GOAL OF THE EXERCISE. Copy out each line below verbatim, skipping any picture.

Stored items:
┄┄┄┄┄┄┄┄┄┄

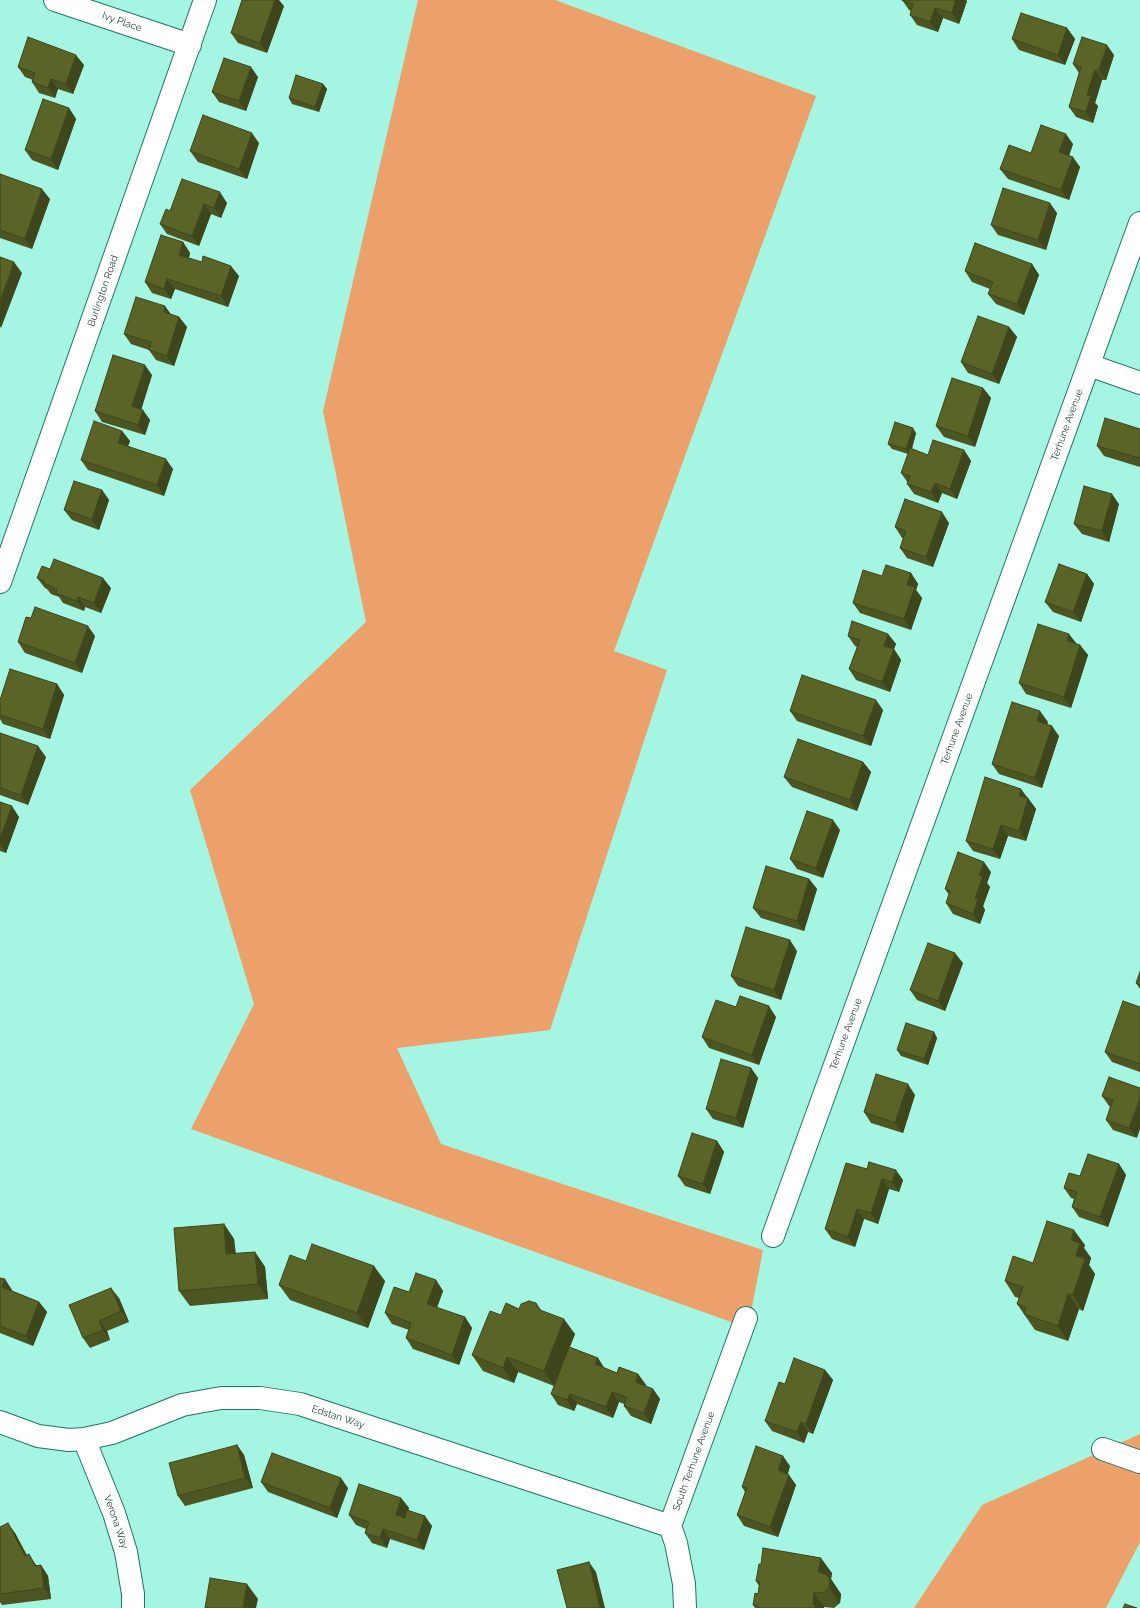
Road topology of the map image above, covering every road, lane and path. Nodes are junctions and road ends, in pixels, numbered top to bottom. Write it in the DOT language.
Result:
graph roads {
  1 [pos="55,0"];
  2 [pos="206,0"];
  3 [pos="190,45"];
  4 [pos="1140,223"];
  5 [pos="1089,365"];
  6 [pos="1140,383"];
  7 [pos="0,582"];
  8 [pos="773,1236"];
  9 [pos="746,1318"];
  10 [pos="0,1422"];
  11 [pos="84,1439"];
  12 [pos="1103,1449"];
  13 [pos="1140,1462"];
  14 [pos="670,1526"];
  15 [pos="133,1608"];
  16 [pos="685,1608"];
  1 -- 3 [label="street, Ivy Place"];
  2 -- 3 [label="street, Burlington Road"];
  3 -- 7 [label="street, Burlington Road"];
  4 -- 5 [label="street, Terhune Avenue"];
  5 -- 6 [label="street"];
  5 -- 8 [label="street, Terhune Avenue"];
  9 -- 14 [label="street, South Terhune Avenue"];
  10 -- 11 [label="street, Edstan Way"];
  11 -- 14 [label="street, Edstan Way"];
  11 -- 15 [label="street, Verona Way"];
  12 -- 13 [label="street"];
  14 -- 16 [label="street"];
}
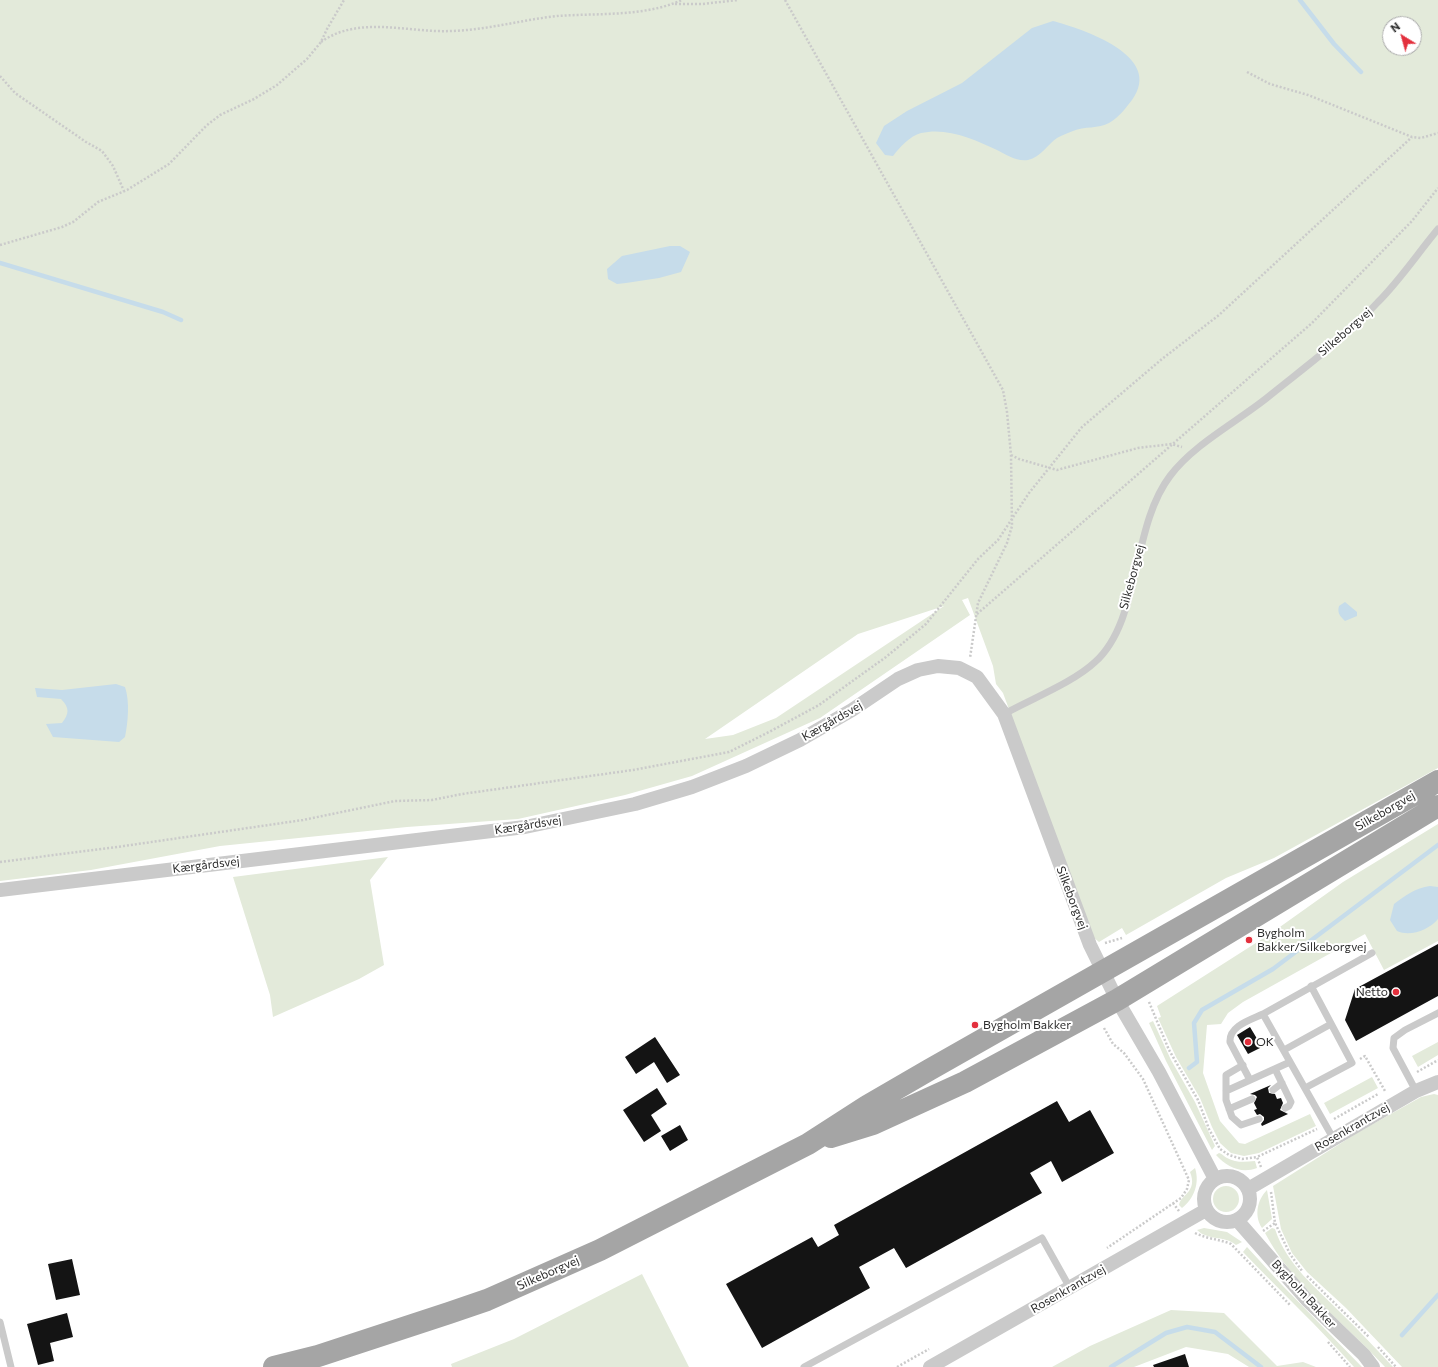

┄┄┄┄┄┄┄┄┄┄

TASK RESPONSE.
Road topology of the map image above, covering every road, lane and path. Nodes are junctions and road ends, in pixels, numbered top to bottom. Write it in the DOT language.
Result:
graph roads {
  1 [pos="55,0"];
  2 [pos="206,0"];
  3 [pos="190,45"];
  4 [pos="1140,223"];
  5 [pos="1089,365"];
  6 [pos="1140,383"];
  7 [pos="0,582"];
  8 [pos="773,1236"];
  9 [pos="746,1318"];
  10 [pos="0,1422"];
  11 [pos="84,1439"];
  12 [pos="1103,1449"];
  13 [pos="1140,1462"];
  14 [pos="670,1526"];
  15 [pos="133,1608"];
  16 [pos="685,1608"];
  1 -- 3 [label="street, Ivy Place"];
  2 -- 3 [label="street, Burlington Road"];
  3 -- 7 [label="street, Burlington Road"];
  4 -- 5 [label="street, Terhune Avenue"];
  5 -- 6 [label="street"];
  5 -- 8 [label="street, Terhune Avenue"];
  9 -- 14 [label="street, South Terhune Avenue"];
  10 -- 11 [label="street, Edstan Way"];
  11 -- 14 [label="street, Edstan Way"];
  11 -- 15 [label="street, Verona Way"];
  12 -- 13 [label="street"];
  14 -- 16 [label="street"];
}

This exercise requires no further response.